Level 266 will show us in what code it is executing which may help in locating any existing bug as the root cause.
Examples of issues which can result in Authentication hangs
In some cases, it may be possible to avoid problems with Authentication SQL by pinning such statements in the Shared Pool soon after the instance is started and they are freshly loaded.
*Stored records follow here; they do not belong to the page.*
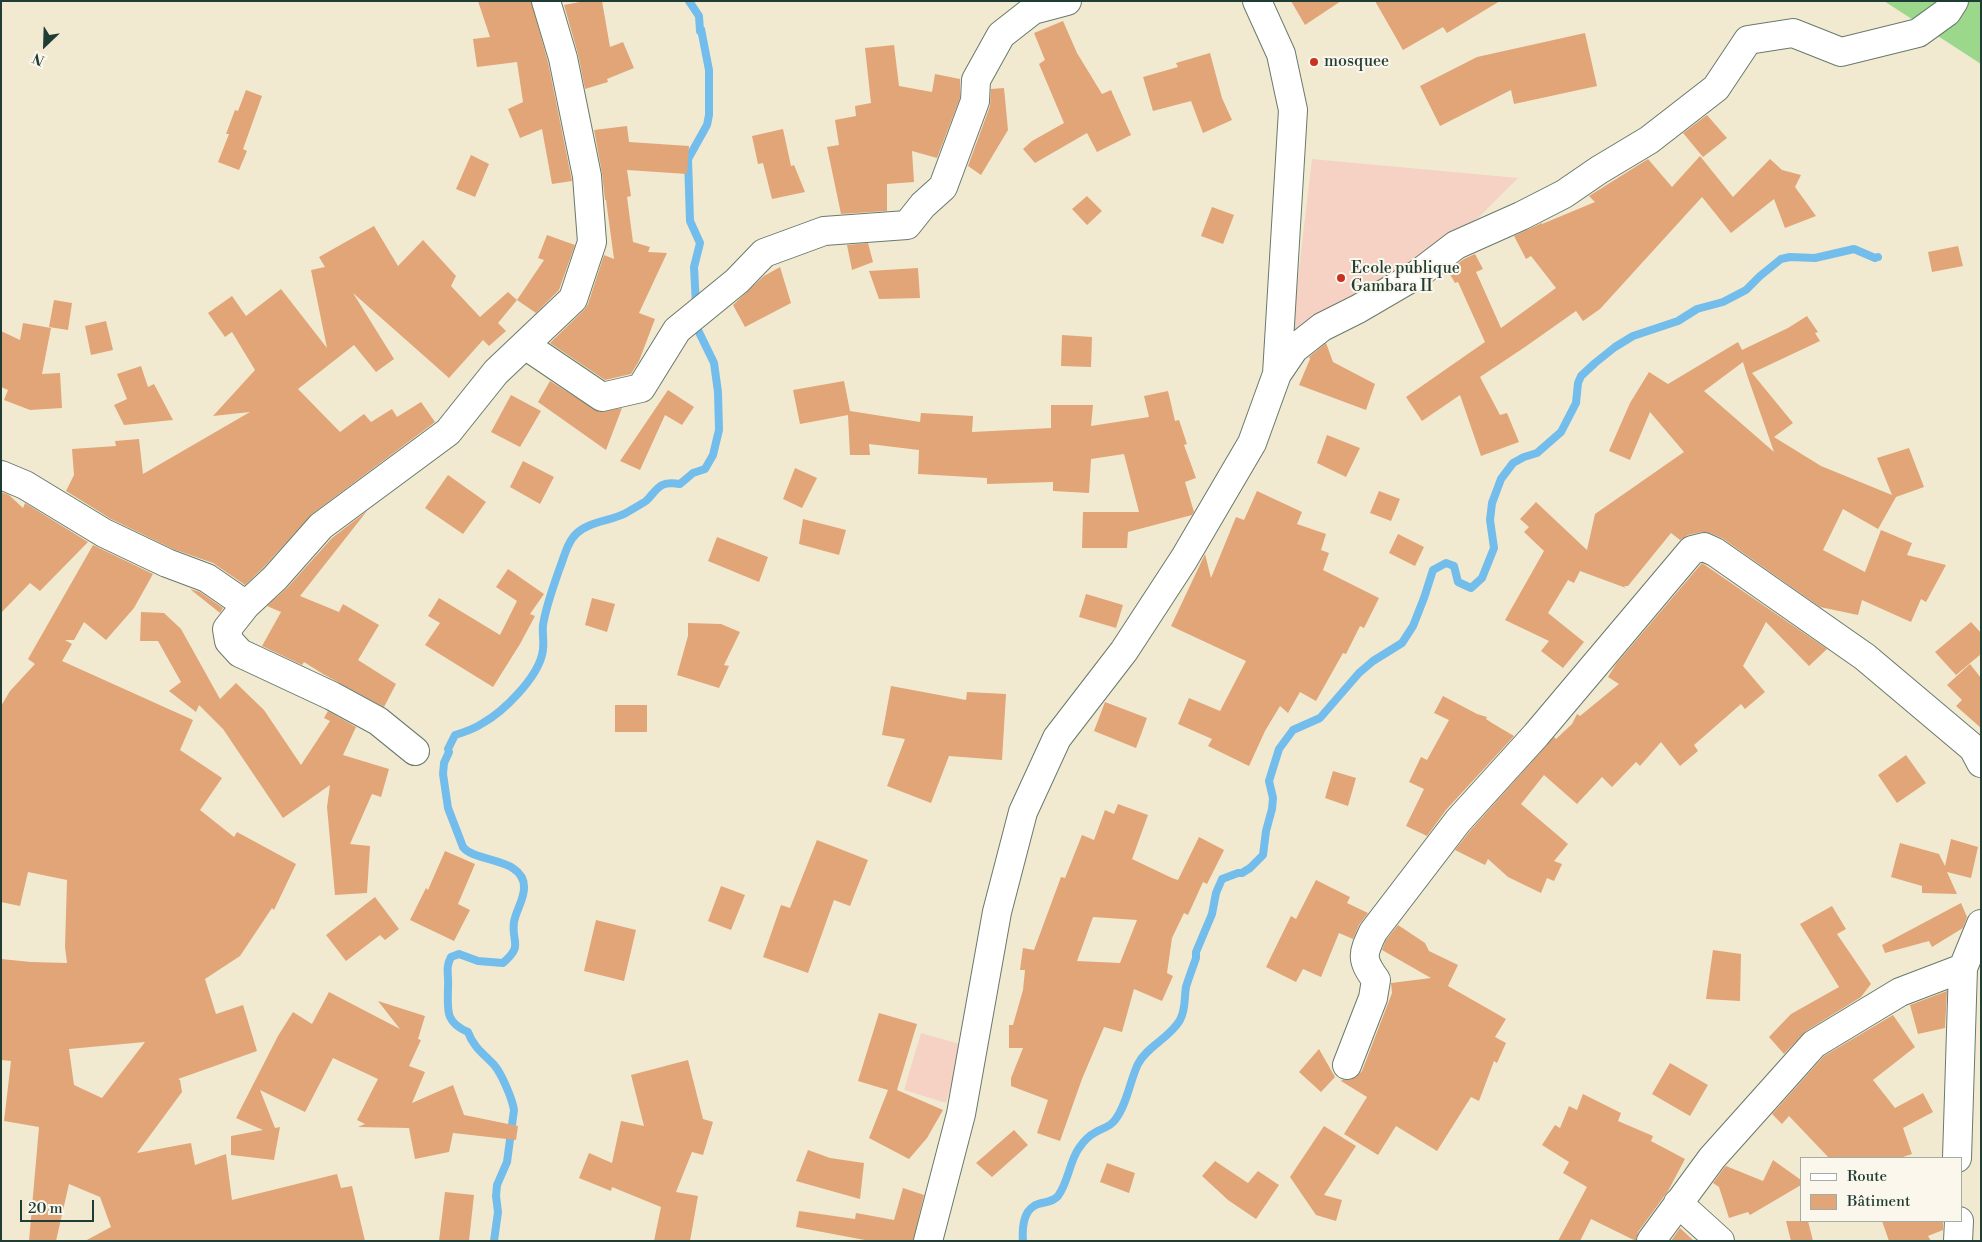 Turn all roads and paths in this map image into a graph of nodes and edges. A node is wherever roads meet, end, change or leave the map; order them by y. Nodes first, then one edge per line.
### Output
1 (546, 1) edge
2 (1066, 1) edge
3 (1257, 1) edge
4 (1954, 1) edge
5 (524, 345) junction
6 (1277, 374) junction
7 (1, 475) edge
8 (246, 605) junction
9 (415, 751) dead end
10 (1981, 764) edge
11 (1981, 924) edge
12 (1963, 968) junction
13 (1347, 1065) dead end
14 (1957, 1157) edge
15 (1678, 1203) junction
16 (1959, 1222) edge
17 (928, 1241) edge
18 (1651, 1241) edge
19 (1720, 1241) edge
20 (1958, 1241) edge

1 - 5 street
2 - 5 street
3 - 6 street
4 - 6 street
5 - 8 street
6 - 17 street
7 - 8 street
8 - 9 street
10 - 13 street
11 - 12 street
12 - 14 street
12 - 15 street
15 - 18 street
15 - 19 street
16 - 20 street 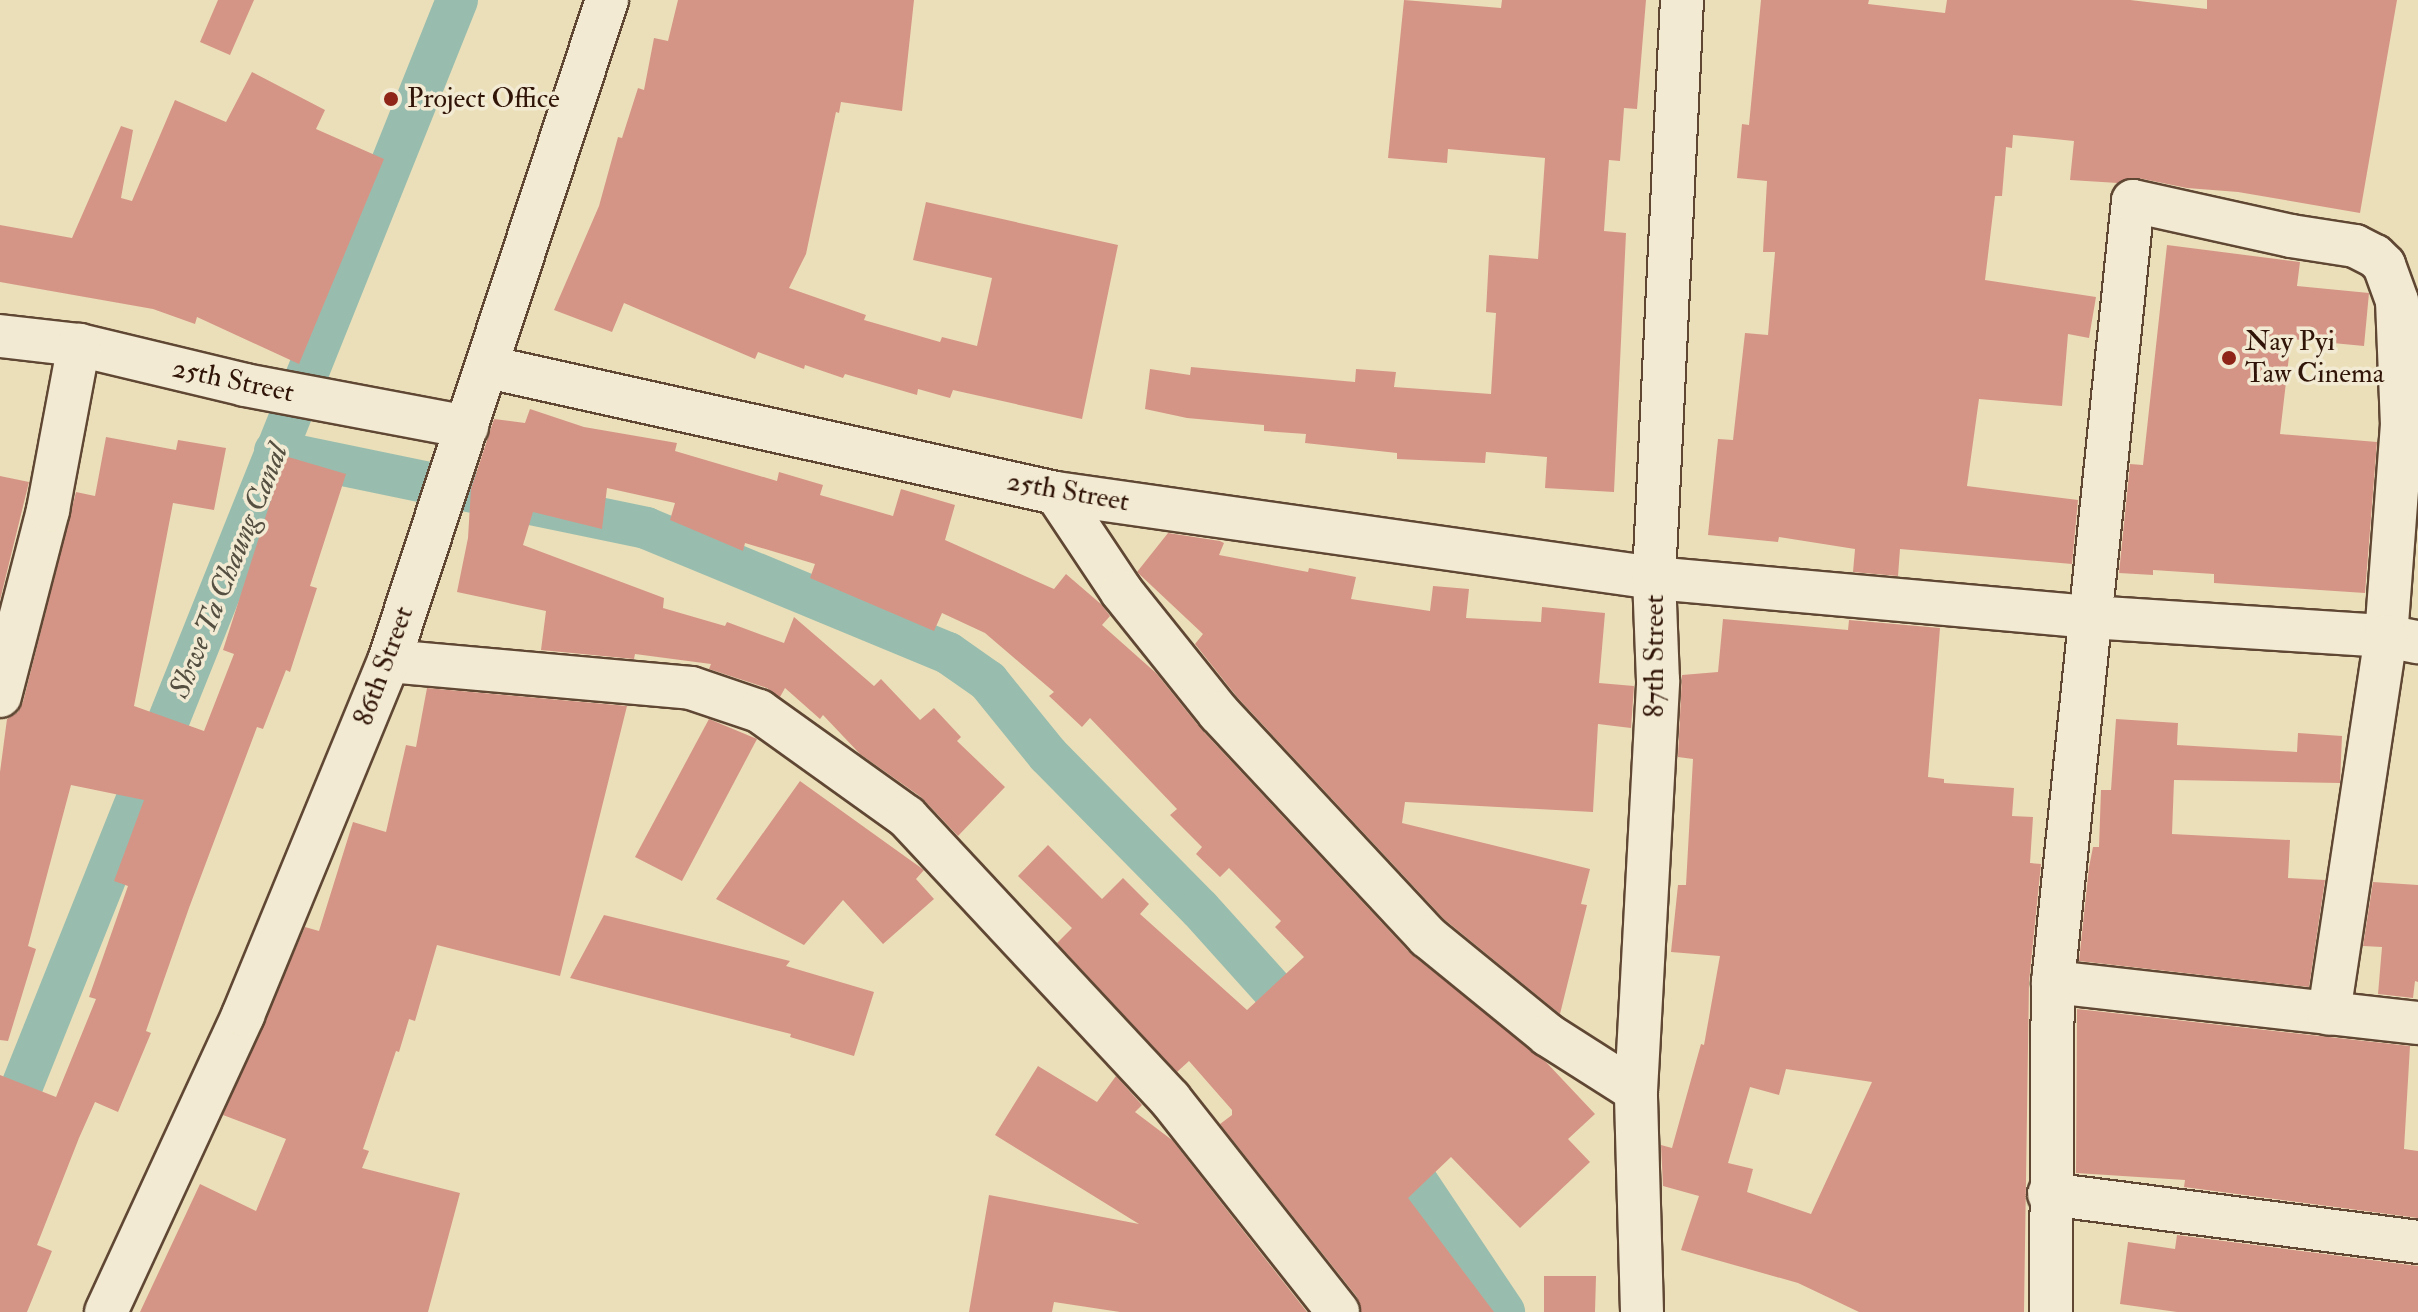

You can use the following artcile to advise on this:
Document 726780.1 How to Pin a Cursor in the Shared Pool using DBMS_SHARED_POOL.KEEP
Pinning will prevent them from being flushed out due to inactivity and aging and will therefore prevent them for needing to be reloaded in the future i.e. needing to be reparsed and becoming susceptible to Authentication hang issues.